The Problem with Growth
            The combination of a) lack of inspection due to loose regulations, b) lack of worker representation because of fear speaking of out based around the political dialogue around immigration and immigration law, and c) continually lowering milk prices, presents a fundamental problem.
            The impact of this continued growth can be seen in everything from labor conditions and farmer pay to the environment. The “relentless capitalistic drive to efficiency,” (as Snow explains it) continues to push the price of milk down which dairy farmers’ pay is based on. As farmers make less money from the milk they sell, they are pushed to either expand production or cut corners on things like workers’ safety and environmental regulations.

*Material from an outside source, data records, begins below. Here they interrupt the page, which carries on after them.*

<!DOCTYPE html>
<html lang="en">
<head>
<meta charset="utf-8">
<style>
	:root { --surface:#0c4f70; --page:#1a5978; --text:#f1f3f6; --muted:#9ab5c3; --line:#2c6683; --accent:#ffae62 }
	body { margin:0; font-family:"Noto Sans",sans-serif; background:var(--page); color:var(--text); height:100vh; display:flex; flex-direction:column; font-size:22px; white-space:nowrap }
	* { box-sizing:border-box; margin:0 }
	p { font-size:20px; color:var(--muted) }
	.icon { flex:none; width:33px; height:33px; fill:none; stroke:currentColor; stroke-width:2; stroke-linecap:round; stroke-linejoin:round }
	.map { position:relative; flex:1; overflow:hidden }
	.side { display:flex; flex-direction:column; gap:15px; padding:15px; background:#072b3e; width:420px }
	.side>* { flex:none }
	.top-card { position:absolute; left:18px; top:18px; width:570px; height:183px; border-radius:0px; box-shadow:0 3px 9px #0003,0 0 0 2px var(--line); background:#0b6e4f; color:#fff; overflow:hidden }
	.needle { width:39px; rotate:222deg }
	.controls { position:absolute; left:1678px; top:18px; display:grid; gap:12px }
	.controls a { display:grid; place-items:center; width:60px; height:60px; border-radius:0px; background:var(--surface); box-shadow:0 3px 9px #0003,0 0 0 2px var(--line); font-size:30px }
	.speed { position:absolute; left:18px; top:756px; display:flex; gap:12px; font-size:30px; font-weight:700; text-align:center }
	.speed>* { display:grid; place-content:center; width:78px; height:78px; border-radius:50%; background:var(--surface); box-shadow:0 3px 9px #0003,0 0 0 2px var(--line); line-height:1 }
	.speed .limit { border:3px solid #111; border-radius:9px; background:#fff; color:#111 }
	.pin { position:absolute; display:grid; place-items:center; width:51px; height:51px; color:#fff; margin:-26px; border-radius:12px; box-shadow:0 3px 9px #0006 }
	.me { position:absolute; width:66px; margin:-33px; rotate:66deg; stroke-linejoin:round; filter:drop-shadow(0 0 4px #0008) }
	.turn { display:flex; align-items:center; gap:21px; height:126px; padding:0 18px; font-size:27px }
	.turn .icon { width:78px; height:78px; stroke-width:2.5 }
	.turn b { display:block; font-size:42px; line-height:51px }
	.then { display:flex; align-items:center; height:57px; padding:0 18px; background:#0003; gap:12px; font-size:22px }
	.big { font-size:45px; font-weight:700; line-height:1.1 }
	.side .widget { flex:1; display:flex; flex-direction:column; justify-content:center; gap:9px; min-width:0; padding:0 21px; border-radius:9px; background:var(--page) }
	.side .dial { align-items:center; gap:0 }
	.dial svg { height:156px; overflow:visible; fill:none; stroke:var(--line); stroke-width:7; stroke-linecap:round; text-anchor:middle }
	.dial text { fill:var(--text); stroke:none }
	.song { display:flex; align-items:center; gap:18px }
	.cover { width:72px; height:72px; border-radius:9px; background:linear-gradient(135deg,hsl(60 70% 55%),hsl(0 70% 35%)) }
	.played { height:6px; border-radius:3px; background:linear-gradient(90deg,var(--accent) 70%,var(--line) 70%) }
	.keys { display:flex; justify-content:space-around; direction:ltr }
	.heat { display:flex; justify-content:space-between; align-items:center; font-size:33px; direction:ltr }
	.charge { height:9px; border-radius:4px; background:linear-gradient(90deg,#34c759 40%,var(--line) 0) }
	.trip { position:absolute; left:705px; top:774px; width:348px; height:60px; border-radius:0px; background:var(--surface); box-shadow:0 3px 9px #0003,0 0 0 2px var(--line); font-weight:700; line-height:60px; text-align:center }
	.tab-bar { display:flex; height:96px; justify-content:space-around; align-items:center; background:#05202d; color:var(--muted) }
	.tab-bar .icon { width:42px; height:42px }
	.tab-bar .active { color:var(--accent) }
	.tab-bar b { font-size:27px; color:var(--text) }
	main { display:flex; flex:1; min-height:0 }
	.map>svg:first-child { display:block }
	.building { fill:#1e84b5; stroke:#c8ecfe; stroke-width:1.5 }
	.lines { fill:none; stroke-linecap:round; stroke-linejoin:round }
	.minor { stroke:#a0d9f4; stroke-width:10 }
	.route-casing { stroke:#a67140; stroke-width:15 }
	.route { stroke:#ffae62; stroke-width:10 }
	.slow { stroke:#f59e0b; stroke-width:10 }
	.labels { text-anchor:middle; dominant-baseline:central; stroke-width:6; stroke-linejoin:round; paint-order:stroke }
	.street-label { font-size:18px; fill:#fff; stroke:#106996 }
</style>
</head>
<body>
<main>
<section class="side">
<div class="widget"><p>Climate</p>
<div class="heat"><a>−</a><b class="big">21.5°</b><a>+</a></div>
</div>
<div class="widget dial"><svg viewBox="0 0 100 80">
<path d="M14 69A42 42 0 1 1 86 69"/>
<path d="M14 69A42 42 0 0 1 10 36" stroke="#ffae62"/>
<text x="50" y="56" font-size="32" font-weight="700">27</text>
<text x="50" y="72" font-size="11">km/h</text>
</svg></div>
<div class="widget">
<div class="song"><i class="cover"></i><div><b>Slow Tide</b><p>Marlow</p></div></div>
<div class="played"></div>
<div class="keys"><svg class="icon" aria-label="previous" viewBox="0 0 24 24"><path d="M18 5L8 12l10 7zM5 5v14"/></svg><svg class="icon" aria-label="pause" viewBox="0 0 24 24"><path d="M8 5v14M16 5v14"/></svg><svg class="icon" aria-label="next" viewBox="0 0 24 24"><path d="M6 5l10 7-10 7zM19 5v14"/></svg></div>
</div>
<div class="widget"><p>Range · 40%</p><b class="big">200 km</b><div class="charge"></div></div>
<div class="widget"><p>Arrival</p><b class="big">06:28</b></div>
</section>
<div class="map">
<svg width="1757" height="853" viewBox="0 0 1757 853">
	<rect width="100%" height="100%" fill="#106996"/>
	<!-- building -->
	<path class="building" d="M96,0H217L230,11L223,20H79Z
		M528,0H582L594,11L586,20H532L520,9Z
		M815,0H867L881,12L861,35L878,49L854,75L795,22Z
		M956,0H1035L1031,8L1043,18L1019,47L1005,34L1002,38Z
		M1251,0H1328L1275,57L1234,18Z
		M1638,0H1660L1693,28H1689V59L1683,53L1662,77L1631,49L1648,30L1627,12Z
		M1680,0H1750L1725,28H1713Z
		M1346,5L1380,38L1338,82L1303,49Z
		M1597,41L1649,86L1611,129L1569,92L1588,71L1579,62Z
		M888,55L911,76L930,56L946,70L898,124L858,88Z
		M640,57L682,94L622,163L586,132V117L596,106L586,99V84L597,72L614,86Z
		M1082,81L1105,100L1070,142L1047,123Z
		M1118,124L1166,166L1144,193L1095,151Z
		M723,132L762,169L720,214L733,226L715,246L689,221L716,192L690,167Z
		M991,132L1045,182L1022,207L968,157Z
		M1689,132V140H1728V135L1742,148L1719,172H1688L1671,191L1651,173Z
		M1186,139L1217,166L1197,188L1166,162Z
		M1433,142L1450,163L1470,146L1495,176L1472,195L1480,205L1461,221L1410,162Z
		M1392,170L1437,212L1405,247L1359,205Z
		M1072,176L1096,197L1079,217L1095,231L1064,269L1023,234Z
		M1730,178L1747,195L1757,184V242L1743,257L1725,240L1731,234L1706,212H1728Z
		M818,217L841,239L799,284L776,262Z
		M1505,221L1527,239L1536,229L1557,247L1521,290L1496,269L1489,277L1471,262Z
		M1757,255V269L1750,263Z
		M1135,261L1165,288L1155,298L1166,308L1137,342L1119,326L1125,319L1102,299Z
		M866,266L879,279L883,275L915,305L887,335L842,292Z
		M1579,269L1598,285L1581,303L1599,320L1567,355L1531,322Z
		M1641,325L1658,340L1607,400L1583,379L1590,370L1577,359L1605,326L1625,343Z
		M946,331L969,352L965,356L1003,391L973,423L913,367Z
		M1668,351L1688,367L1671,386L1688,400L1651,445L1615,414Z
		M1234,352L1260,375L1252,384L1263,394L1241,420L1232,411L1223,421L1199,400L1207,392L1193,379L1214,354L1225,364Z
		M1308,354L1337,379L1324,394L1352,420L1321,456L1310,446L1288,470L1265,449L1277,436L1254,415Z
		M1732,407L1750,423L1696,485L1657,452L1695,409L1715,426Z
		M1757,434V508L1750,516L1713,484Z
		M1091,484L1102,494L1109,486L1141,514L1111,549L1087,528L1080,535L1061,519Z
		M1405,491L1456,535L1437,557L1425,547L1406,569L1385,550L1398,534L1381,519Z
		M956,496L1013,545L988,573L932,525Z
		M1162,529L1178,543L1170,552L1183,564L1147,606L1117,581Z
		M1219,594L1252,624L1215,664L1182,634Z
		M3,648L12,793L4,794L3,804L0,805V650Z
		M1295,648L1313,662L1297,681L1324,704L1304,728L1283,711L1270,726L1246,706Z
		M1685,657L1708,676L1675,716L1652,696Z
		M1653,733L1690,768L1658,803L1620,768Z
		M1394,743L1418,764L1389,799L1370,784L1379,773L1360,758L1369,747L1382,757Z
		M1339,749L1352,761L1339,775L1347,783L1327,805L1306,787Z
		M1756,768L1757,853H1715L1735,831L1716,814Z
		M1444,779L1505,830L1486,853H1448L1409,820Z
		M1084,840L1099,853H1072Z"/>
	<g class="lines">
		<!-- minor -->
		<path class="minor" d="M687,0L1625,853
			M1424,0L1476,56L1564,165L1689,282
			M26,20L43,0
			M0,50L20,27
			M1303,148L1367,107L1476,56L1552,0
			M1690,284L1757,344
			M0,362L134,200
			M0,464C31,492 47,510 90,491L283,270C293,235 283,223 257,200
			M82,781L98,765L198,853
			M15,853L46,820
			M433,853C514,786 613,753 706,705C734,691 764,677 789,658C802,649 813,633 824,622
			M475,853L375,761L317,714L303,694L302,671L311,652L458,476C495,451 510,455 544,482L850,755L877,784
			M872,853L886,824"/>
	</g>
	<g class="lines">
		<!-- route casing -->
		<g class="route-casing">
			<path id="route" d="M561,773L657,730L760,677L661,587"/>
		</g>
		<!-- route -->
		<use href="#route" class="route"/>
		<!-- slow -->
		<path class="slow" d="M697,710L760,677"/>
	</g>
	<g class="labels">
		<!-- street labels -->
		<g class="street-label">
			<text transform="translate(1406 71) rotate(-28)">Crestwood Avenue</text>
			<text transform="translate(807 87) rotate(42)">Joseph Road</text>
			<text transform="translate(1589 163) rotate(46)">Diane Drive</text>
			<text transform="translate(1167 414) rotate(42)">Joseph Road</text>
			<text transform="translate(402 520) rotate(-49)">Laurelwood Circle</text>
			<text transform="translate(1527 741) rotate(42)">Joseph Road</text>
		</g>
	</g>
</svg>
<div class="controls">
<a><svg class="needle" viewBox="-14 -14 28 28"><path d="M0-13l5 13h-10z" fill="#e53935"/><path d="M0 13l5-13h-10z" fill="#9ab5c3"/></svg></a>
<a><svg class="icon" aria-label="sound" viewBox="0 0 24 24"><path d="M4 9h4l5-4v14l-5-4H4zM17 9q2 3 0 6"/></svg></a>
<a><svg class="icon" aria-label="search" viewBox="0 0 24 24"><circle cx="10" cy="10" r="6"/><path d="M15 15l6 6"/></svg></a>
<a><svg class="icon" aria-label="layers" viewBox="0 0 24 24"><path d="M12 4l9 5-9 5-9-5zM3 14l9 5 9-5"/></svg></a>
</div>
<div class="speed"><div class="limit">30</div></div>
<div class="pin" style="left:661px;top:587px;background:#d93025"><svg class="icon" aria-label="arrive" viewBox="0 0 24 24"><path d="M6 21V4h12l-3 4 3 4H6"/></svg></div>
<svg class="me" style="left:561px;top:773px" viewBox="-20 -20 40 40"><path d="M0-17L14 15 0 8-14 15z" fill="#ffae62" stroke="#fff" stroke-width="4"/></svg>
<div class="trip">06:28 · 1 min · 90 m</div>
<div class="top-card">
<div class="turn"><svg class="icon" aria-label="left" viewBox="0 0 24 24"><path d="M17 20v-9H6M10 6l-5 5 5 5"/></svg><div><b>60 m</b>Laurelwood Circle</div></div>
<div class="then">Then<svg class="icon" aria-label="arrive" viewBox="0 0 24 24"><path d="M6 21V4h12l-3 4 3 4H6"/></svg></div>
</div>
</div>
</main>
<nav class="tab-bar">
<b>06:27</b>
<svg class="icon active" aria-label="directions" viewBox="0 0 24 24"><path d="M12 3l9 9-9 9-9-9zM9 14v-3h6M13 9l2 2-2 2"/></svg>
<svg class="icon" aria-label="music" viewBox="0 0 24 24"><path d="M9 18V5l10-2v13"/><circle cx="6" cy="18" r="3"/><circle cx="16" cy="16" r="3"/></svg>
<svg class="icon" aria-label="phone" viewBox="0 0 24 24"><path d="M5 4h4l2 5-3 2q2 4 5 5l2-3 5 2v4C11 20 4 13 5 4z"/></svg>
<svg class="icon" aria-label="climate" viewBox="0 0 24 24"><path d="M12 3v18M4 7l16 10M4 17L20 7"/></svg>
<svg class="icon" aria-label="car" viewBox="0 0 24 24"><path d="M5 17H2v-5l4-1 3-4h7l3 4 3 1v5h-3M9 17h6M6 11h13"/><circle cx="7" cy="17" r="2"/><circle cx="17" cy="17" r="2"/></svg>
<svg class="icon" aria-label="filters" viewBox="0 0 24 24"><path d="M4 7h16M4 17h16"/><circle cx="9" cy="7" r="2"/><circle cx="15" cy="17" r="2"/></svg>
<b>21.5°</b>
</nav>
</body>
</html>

            “There’s a strong entrepreneurial spirit in this country,” says Snow, “even the Secretary of Agriculture said farms need to quit expanding but, they’re just shooting themselves in the foot.”
            Snow advocates something he calls “supply management,” akin to a quota system for milk production. “Supply management system says, ‘O.K. cow you’ve been making a xamount pounds of milk a year for quite a while we’ll give you that quota,’” Snow explains. “And then there’s gonna be a board that says ‘O.K. the United States needs about xbillion pounds of milk per year. If they want to up production and need to, they can just give everyone another xpercent [production].”

Cows on Calvin Snow's farm © Julien Sobel 2019

Uncertain future
            Large-scale economic reform in the US is not likely to happen anytime soon, however, and legislation like New York State Senate Bill 2837 and the Greenlight initiative are not guaranteed to pass. In all cases, the danger for workers persists today.
            “They want to get the milk production they want, and that’s important, but if an accident happens to a worker, sometimes some farm owners don’t even want to bring them to the hospital. For example, when I had my injury, I was in front of the farm owner and told them my hand was bleeding, and they only gave me a Band-Aid. It shouldn’t be this way. They should have brought me to the hospital. But they didn’t.”
            Hernandez adds that whether the law passes or not, what he and others do at the Workers Center of Central New York is continuing to educate workers so that they are aware of their basic rights.
            ​​​​​​​“It’s just not fair. The work is so important because we do the work that no one wants to do,” says Hernandez. “For example, we work 12 hours in the milking parlors. There’s yogurt, there’s cheese, there’s milk, in the supermarkets – that’s because there are workers working 365 days out of the year. And if they get a day off, and extra hours, the farmers complain, but the economy of New York State is one of the strongest, and that’s thanks to the workers.”